2. Use according to claim 1 for the production of a pharmaceutical agent for the treatment of diseases with malignant growth of cells of lymphocytic and/or monocytic and/or granulocytic origin, especially T-cells or B-cells.

3. Use according to claim 1 for the production of a pharmaceutical agent for the treatment of diseases with antigen-specific immune reactions of cells of lymphocytic and/or monocytic and/or granulocytic origin.

4. Use according to one of claims 1 to 3, whereby the N-terminal protective group is a benzyloxycarbonyl group.

5. Use according to one of claims 1 to 4, whereby X is Phe or Ala, preferably Phe with a stereochemical structure in the .alpha.-carbon that is different from the N-terminal Phe.

6. Use according to one of claims 1 to 5, whereby the sequence of peptides is Z-(D)Phe-(L)Phe-Gly-Y
and whereby z is preferably the benzyloxycarbonyl group B and/or Y is preferably carboxyl-OH.

7. Use according to one of Claims 1 to 6, whereby Y is an oligopeptide with a C-terminal group that is produced by synthesis cleavage.

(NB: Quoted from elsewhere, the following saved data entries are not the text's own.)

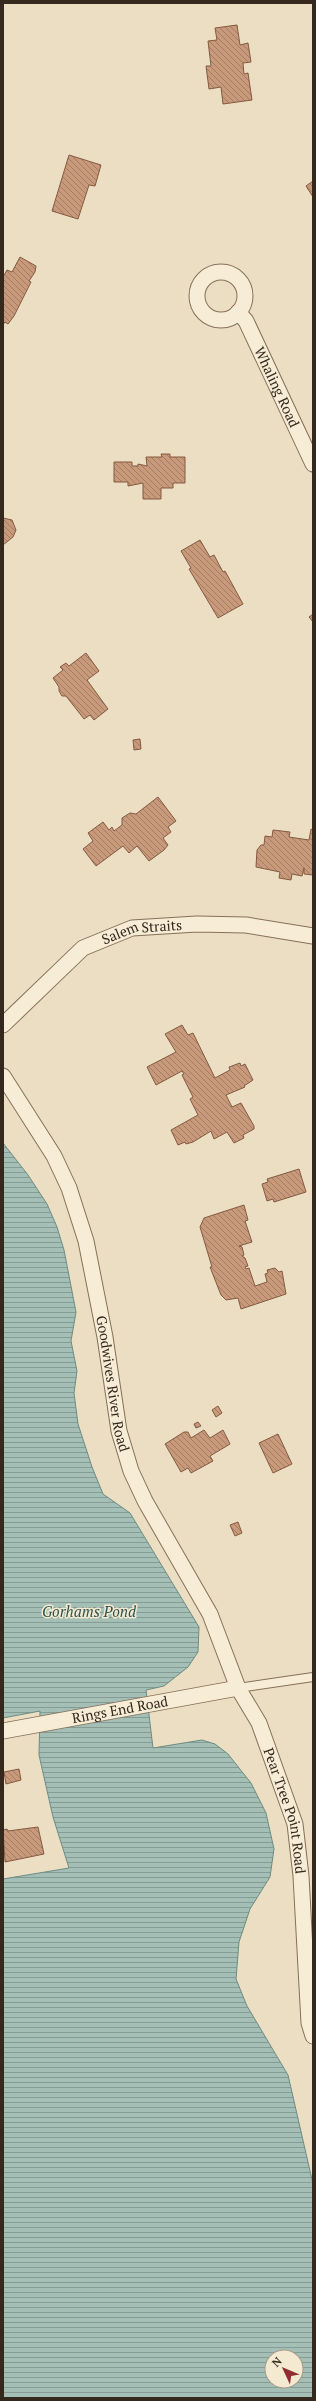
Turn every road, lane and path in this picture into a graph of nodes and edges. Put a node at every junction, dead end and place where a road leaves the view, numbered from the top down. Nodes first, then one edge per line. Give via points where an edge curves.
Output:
1 (238, 312) dead end
2 (313, 464) edge
3 (313, 936) edge
4 (3, 1025) edge
5 (3, 1076) edge
6 (313, 1677) edge
7 (238, 1688) junction
8 (3, 1731) edge
9 (310, 1981) edge
10 (313, 2036) edge

1 - 2 street, Whaling Road via 246,321
3 - 4 street, Salem Straits via 246,925 197,924 132,928 83,948
5 - 7 street, Goodwives River Road via 54,1156 69,1188 86,1241 105,1337 119,1431 131,1470 145,1501 210,1614
6 - 7 lane
7 - 8 street, Rings End Road
7 - 9 street, Pear Tree Point Road via 259,1723 295,1824
9 - 10 street, Pear Tree Point Road via 309,2023

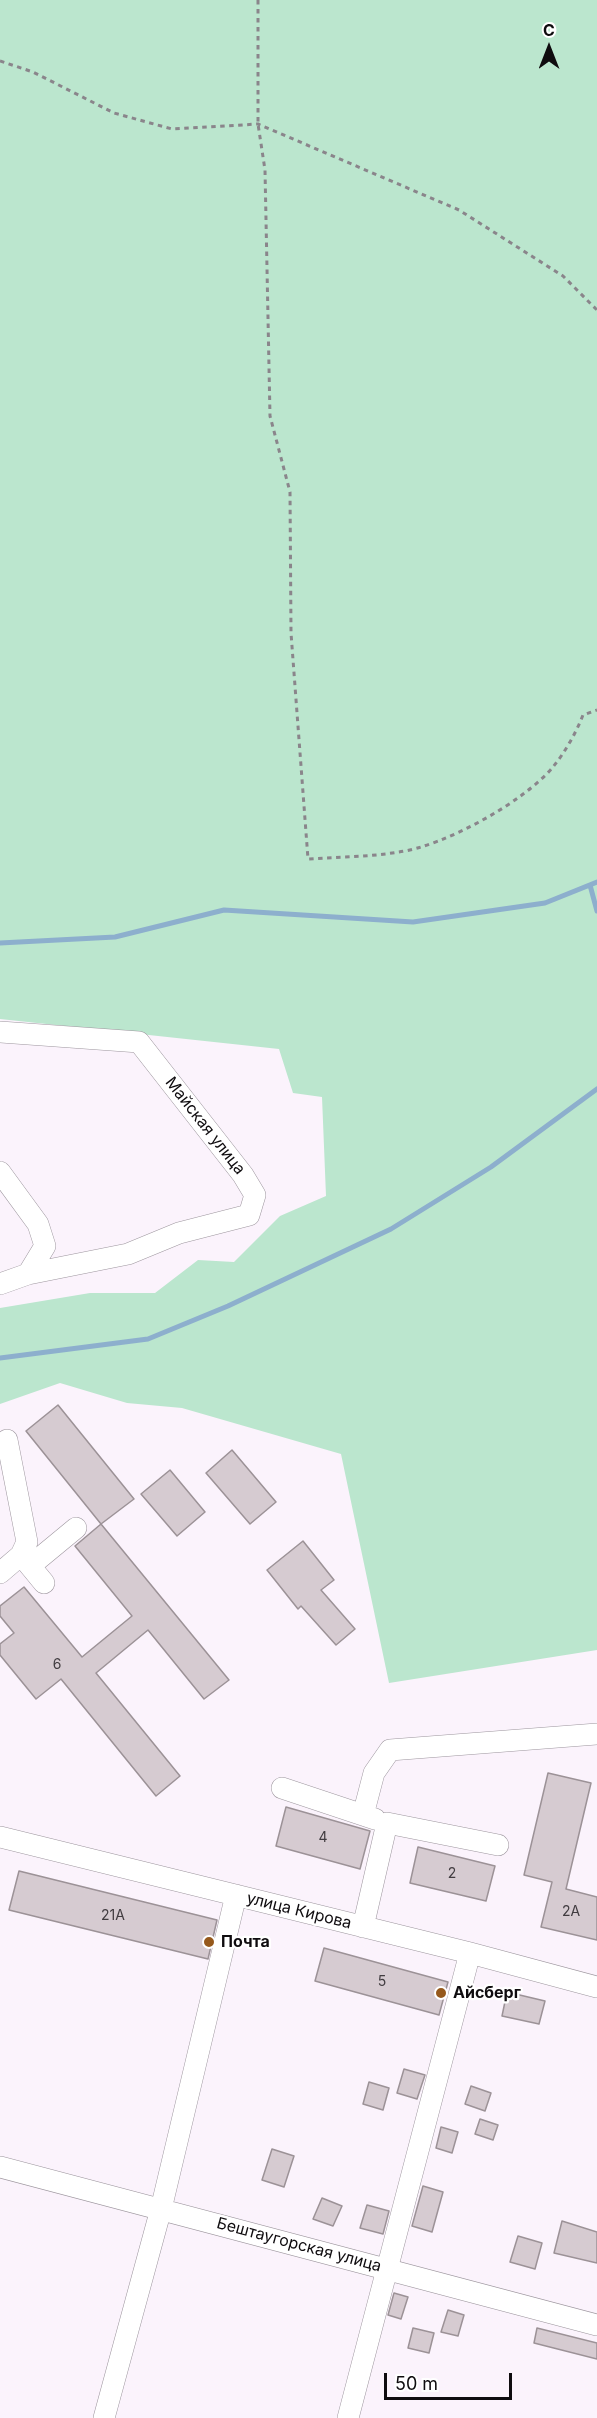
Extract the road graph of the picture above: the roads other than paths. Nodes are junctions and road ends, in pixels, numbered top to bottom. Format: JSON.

8. Use according to one of claims 1 to 7, whereby the C-terminal group that is produced by synthesis cleavage is -NH2.

9. Use according to one of claims 1 to 8, whereby Y is a dipeptide with the sequence Leu-Met or Val-Val, optionally with -NH2 as a C-terminal group that is produced by synthesis cleavage.

10. A peptide that inhibits the proliferation of cells of lymphocytic and/or monocytic and/or granulocytic origin with the sequence Z-Phe-X-Gly-Y, whereby Z is an N-terminal protective group or hydrogen, whereby X is a natural amino acid -- but not Phe, Tyr, Val or Ile, in the case of the sequence Z-(D)Phe-X-Gly-Y not Phe, however -- and whereby Y is carboxyl-OH or a C-terminal group that is produced by synthesis cleavage or an oligopeptide from natural amino acids.

11. A peptide with the sequence Z-Phe-X-Gly-Y

that inhibits the proliferation of cells of lymphocytic and/or monocytic and/or granulocytic origin, whereby Z is an N-terminal protective group, whereby X is Phe with a stereochemical structure in they .alpha.-carbon that is different from the N-terminal Phe, and whereby Y is an oligopeptide from natural amino acids with at most 10, preferably at most 3, amino acids, but not -Ala-Val-Ile-Gly-, optionally with a C-terminal group that is produced by synthesis cleavage, preferably -NH2.

12. Peptide according to claim 11 or 12, whereby the sequence is Z-(D)Phe-X-Gly-Y.

13. Use of a peptide according to one of claims 10 to 12 for the production of a pharmaceutical agent for therapeutic treatment of the human or animal body, especially for the treatment of diseases with malignant growth of cells of lymphocytic and/or monocytic and/or granulocytic origin, for example the T-cells or the B-cells, or for the treatment of diseases with antigen-specific cell immune reactions of cells of lymphocytic and/or monocytic and/or granulocytic origin.